→ TASK TO COMPLETE: Reproduce the records. Keep every word exact and include no images.

Segment Start: PROVIDED ENTRIES

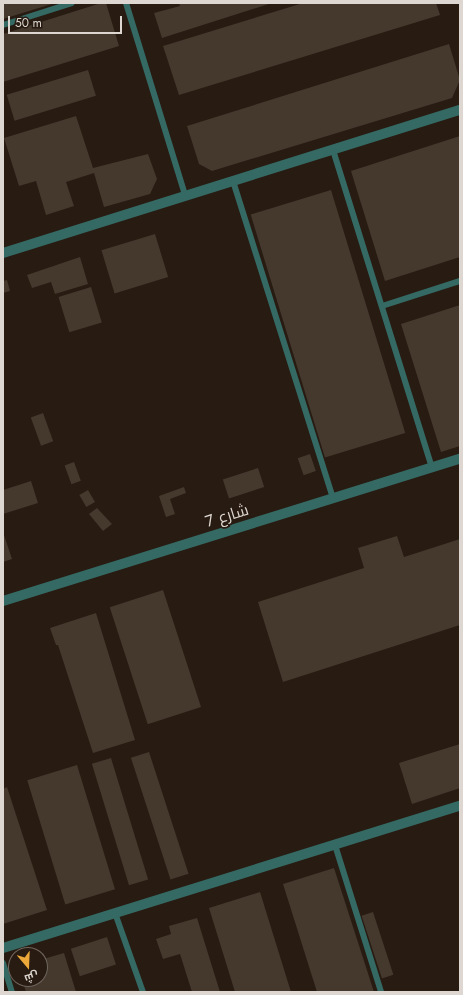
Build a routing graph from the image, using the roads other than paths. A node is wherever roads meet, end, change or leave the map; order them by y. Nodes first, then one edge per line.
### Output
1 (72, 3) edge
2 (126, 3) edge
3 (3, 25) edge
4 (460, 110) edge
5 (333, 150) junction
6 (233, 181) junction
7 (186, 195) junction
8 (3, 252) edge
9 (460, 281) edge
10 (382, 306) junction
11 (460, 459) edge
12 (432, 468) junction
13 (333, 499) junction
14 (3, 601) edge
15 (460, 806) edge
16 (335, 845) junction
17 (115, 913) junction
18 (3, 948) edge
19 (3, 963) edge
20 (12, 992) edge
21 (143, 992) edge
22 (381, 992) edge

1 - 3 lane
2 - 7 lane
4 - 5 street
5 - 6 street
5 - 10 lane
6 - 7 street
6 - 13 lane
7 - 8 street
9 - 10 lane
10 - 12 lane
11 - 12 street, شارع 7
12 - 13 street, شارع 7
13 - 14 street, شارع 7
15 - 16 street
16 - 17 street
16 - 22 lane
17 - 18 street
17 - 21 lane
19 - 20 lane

Segment End: PROVIDED ENTRIES

→ SOLVED EXERCISE:
Build a routing graph from the image, using the roads other than paths. A node is wherever roads meet, end, change or leave the map; order them by y. Nodes first, then one edge per line.
### Output
1 (72, 3) edge
2 (126, 3) edge
3 (3, 25) edge
4 (460, 110) edge
5 (333, 150) junction
6 (233, 181) junction
7 (186, 195) junction
8 (3, 252) edge
9 (460, 281) edge
10 (382, 306) junction
11 (460, 459) edge
12 (432, 468) junction
13 (333, 499) junction
14 (3, 601) edge
15 (460, 806) edge
16 (335, 845) junction
17 (115, 913) junction
18 (3, 948) edge
19 (3, 963) edge
20 (12, 992) edge
21 (143, 992) edge
22 (381, 992) edge

1 - 3 lane
2 - 7 lane
4 - 5 street
5 - 6 street
5 - 10 lane
6 - 7 street
6 - 13 lane
7 - 8 street
9 - 10 lane
10 - 12 lane
11 - 12 street, شارع 7
12 - 13 street, شارع 7
13 - 14 street, شارع 7
15 - 16 street
16 - 17 street
16 - 22 lane
17 - 18 street
17 - 21 lane
19 - 20 lane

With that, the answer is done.